(118c) Transfer Learning Using Large-Scale ML Models for Catalyst/Molecular Datasets | AIChE

(118c) Transfer Learning Using Large-Scale ML Models for Catalyst/Molecular Datasets

Authors 

Kolluru, A. - Presenter, Carnegie Mellon University
Ulissi, Z., Carnegie Mellon University
The development of renewable energy technologies relies heavily on efficient and cost-effective catalysts. Unfortunately, screening millions-billions of unique catalysts is infeasible with traditional ab-initio techniques. Model development has been limited by the availability of large, diverse datasets spanning across composition and chemical space. To address this, we present a transfer learning approach to use learned representations from a large pre-trained model to aid in training alternative, smaller datasets. Pretrained models from the Open Catalyst 2020 Dataset, trained on 130M+ calculations spanning 55 elements and 80 adsorbates, were used to retrain smaller, densely sampled datasets. Initial layers of ML models tend to learn basic representations of input features, atomic embeddings in this case. These representations and embeddings can be assumed to not change much across different catalytic systems and therefore a pre-trained model helps in providing a good prior for the task.
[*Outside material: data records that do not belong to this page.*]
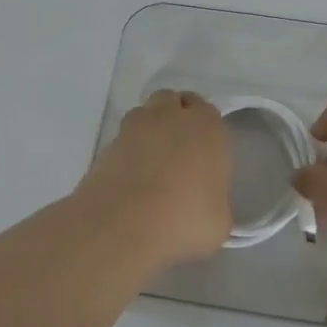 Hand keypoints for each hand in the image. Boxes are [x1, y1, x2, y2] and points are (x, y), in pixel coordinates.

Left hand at [77, 90, 230, 265]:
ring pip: (145, 113)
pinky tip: (130, 176)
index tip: (204, 153)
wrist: (124, 225)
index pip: (208, 111)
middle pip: (173, 101)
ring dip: (150, 128)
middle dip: (175, 117)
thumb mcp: (219, 220)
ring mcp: (135, 127)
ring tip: (151, 161)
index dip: (205, 129)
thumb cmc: (185, 219)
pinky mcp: (107, 144)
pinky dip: (128, 150)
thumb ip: (215, 201)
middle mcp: (172, 116)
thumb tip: (205, 204)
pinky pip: (122, 138)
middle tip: (178, 151)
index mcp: (207, 127) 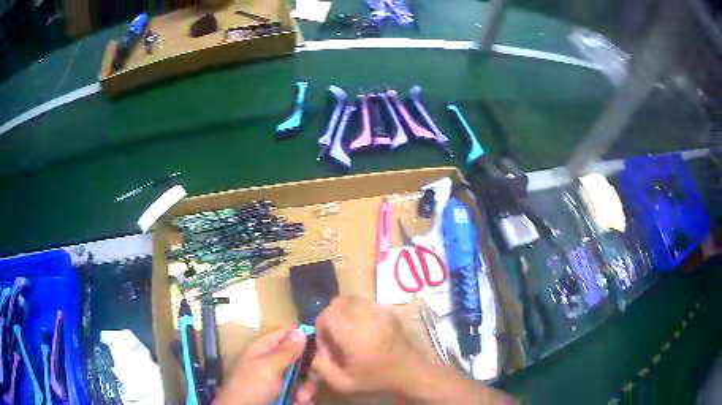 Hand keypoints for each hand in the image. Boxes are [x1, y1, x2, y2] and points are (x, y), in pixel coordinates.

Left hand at [214, 326, 315, 404]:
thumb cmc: (251, 386)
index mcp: (262, 348)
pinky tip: (300, 402)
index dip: (302, 335)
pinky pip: (296, 392)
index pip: (285, 333)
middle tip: (312, 378)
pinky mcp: (279, 394)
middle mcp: (269, 361)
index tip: (322, 343)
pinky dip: (301, 398)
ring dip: (305, 387)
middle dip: (307, 369)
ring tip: (303, 397)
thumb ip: (286, 351)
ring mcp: (274, 380)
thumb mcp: (268, 367)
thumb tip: (301, 330)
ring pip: (299, 377)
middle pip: (296, 357)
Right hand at [311, 297, 420, 394]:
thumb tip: (315, 353)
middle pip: (339, 302)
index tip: (327, 343)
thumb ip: (322, 368)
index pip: (327, 314)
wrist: (412, 374)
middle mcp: (366, 317)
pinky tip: (366, 331)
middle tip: (336, 335)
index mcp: (352, 334)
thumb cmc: (377, 380)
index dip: (321, 326)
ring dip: (346, 313)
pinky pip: (368, 305)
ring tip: (351, 332)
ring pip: (354, 301)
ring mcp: (381, 312)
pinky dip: (360, 313)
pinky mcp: (391, 313)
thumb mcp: (344, 383)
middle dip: (332, 316) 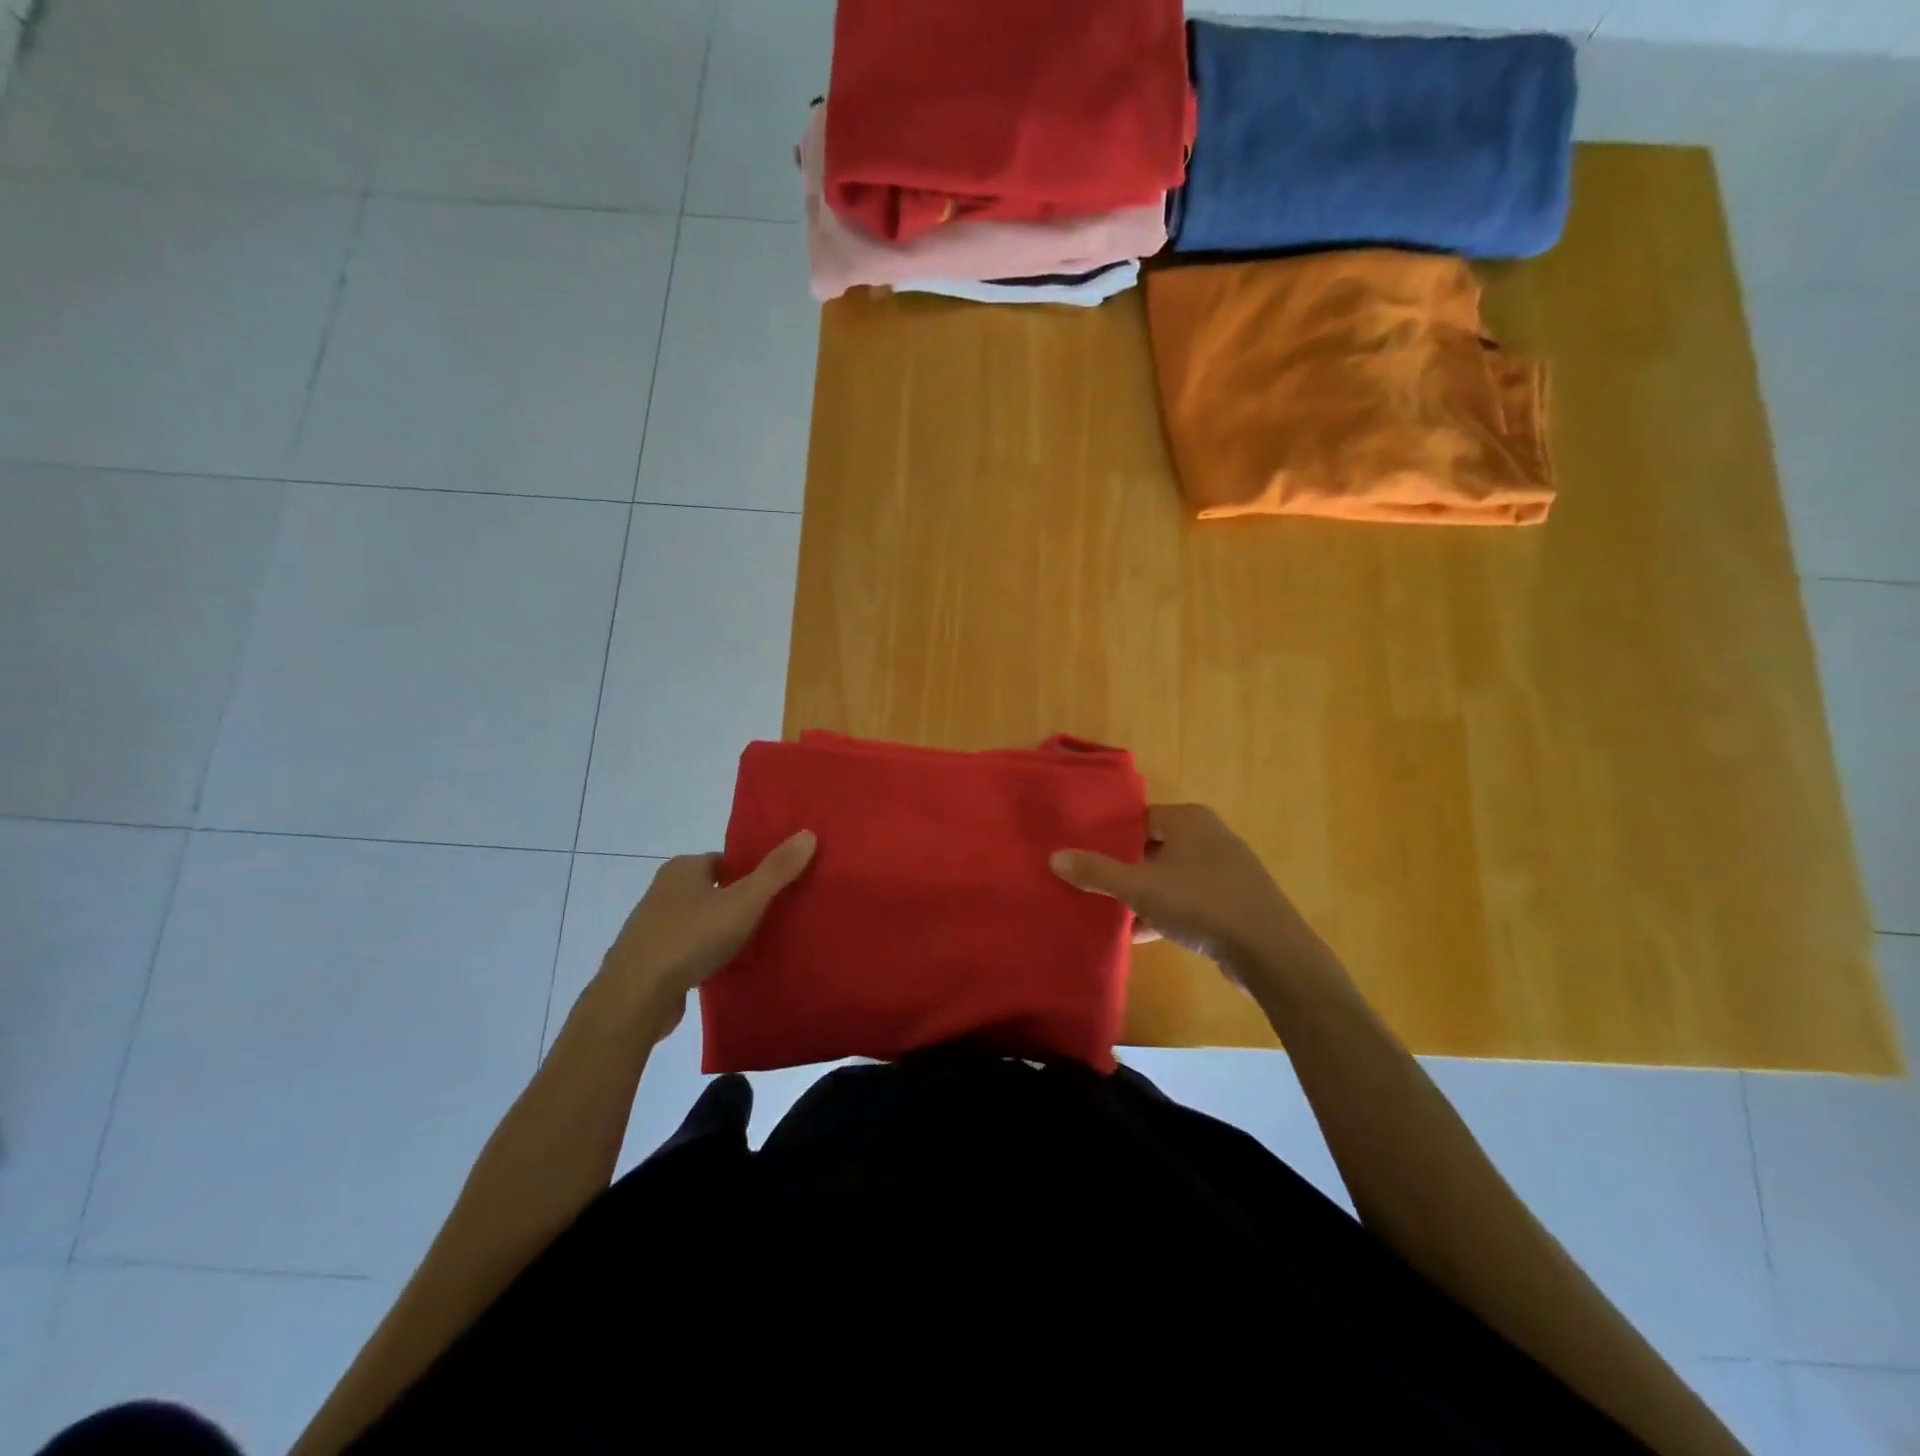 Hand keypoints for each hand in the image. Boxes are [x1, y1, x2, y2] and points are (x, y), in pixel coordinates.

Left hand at [598, 830, 816, 1037]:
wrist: (635, 995)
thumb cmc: (692, 937)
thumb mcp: (744, 901)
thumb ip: (776, 871)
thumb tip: (808, 834)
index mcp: (683, 868)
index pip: (723, 860)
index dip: (748, 872)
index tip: (773, 889)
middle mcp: (662, 889)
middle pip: (709, 889)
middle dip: (734, 900)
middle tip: (767, 917)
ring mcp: (650, 925)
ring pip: (695, 919)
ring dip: (716, 929)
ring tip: (748, 945)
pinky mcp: (646, 959)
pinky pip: (683, 948)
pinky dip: (700, 954)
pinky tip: (719, 969)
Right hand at [1050, 805, 1321, 987]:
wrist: (1270, 953)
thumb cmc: (1202, 905)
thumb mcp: (1141, 888)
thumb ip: (1097, 871)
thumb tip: (1054, 857)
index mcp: (1188, 820)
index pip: (1138, 818)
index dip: (1110, 835)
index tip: (1082, 853)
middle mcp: (1208, 836)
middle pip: (1152, 847)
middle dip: (1123, 867)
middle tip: (1090, 883)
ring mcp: (1224, 869)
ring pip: (1169, 875)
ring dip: (1143, 894)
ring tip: (1109, 911)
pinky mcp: (1233, 901)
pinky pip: (1188, 899)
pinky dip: (1165, 912)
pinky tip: (1140, 934) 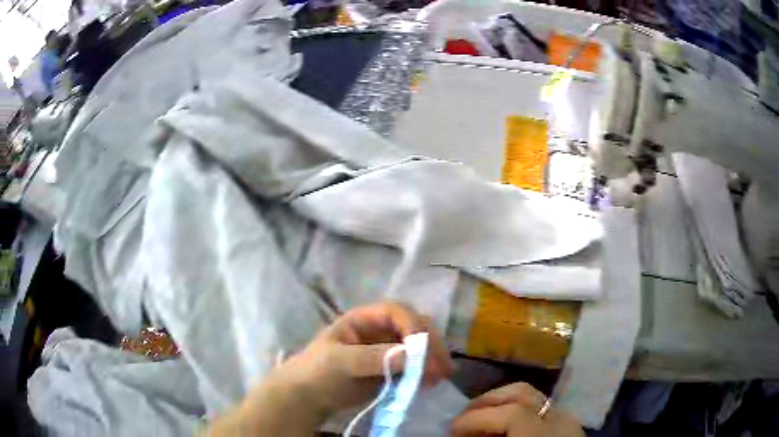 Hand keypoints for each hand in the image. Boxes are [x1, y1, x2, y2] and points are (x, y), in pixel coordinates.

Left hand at [210, 301, 453, 435]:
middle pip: (414, 326)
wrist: (309, 397)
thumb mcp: (340, 362)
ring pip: (420, 346)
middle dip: (430, 343)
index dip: (412, 324)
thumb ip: (373, 357)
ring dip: (434, 357)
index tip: (422, 346)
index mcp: (365, 319)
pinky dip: (427, 371)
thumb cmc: (318, 371)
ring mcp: (389, 349)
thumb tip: (411, 355)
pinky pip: (416, 365)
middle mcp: (381, 330)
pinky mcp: (393, 368)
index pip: (396, 311)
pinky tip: (432, 382)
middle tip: (440, 367)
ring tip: (441, 376)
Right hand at [452, 383, 584, 436]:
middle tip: (464, 419)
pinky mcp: (567, 425)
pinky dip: (516, 413)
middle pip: (522, 393)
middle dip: (487, 401)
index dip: (476, 418)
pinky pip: (539, 410)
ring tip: (481, 421)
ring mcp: (566, 420)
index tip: (452, 429)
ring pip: (532, 397)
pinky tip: (504, 430)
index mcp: (543, 436)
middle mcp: (559, 421)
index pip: (510, 413)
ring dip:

We demonstrate this approach for datasets from 2 different domains. One in the catalysis domain using a literature CO dataset and the other in the domain of small molecules on the MD17 dataset. We show that the pre-trained model gives a 15% improvement for in-domain CO dataset and gives better results when tested on unseen molecules for MD17. This work aims to be the benchmark for how pre-trained ML models can be used for predictions of various small-scale catalyst or molecular datasets.